DATA RECORDS:
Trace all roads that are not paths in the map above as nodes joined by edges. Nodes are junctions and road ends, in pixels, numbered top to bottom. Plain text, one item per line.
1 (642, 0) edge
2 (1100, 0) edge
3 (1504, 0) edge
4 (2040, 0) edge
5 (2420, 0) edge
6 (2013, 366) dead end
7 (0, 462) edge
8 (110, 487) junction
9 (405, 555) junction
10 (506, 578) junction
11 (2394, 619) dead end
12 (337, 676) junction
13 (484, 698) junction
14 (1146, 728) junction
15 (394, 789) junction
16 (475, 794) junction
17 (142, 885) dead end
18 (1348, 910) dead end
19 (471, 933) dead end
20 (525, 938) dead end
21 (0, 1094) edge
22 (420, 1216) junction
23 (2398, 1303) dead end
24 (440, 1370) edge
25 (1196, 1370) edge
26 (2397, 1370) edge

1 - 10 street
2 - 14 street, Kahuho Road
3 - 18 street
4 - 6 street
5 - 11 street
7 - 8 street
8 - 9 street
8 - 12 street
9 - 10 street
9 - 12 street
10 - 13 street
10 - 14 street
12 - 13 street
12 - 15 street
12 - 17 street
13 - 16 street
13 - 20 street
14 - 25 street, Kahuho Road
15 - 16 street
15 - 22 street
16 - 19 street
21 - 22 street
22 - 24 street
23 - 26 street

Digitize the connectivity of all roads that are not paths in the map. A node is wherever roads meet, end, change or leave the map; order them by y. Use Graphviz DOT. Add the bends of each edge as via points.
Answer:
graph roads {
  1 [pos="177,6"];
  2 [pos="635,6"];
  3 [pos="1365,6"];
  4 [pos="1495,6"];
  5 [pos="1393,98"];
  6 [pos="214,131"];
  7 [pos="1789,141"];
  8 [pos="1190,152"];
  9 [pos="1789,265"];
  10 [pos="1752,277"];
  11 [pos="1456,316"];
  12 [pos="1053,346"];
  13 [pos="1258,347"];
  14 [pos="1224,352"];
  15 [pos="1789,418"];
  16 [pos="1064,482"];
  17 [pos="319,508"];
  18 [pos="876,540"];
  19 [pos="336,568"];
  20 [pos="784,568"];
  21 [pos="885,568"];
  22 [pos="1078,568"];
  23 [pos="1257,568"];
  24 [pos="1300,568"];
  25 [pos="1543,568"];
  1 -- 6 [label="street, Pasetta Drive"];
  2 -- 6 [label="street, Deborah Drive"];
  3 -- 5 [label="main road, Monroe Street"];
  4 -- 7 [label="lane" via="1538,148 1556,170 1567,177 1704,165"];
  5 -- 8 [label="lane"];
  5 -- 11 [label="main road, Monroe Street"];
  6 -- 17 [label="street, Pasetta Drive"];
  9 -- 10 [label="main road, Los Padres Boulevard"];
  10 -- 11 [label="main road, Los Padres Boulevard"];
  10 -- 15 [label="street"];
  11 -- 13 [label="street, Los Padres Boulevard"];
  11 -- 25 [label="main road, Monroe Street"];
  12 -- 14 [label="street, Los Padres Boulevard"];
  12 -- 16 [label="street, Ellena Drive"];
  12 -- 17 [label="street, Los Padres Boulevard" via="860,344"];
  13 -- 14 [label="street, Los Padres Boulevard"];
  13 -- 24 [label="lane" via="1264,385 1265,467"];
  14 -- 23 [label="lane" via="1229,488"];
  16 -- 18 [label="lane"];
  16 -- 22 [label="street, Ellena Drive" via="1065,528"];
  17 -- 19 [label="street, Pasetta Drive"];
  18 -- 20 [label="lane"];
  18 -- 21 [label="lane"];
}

WHAT THE TASK ASKS:
Once the line containing "Digitize the connectivity" has been retyped, stop. Begin at the first line of the material and reproduce every line up to it exactly.

FINISHED TASK:
Trace all roads that are not paths in the map above as nodes joined by edges. Nodes are junctions and road ends, in pixels, numbered top to bottom. Plain text, one item per line.
1 (642, 0) edge
2 (1100, 0) edge
3 (1504, 0) edge
4 (2040, 0) edge
5 (2420, 0) edge
6 (2013, 366) dead end
7 (0, 462) edge
8 (110, 487) junction
9 (405, 555) junction
10 (506, 578) junction
11 (2394, 619) dead end
12 (337, 676) junction
13 (484, 698) junction
14 (1146, 728) junction
15 (394, 789) junction
16 (475, 794) junction
17 (142, 885) dead end
18 (1348, 910) dead end
19 (471, 933) dead end
20 (525, 938) dead end
21 (0, 1094) edge
22 (420, 1216) junction
23 (2398, 1303) dead end
24 (440, 1370) edge
25 (1196, 1370) edge
26 (2397, 1370) edge

1 - 10 street
2 - 14 street, Kahuho Road
3 - 18 street
4 - 6 street
5 - 11 street
7 - 8 street
8 - 9 street
8 - 12 street
9 - 10 street
9 - 12 street
10 - 13 street
10 - 14 street
12 - 13 street
12 - 15 street
12 - 17 street
13 - 16 street
13 - 20 street
14 - 25 street, Kahuho Road
15 - 16 street
15 - 22 street
16 - 19 street
21 - 22 street
22 - 24 street
23 - 26 street

Digitize the connectivity of all roads that are not paths in the map. A node is wherever roads meet, end, change or leave the map; order them by y. Use Graphviz DOT. Add the bends of each edge as via points.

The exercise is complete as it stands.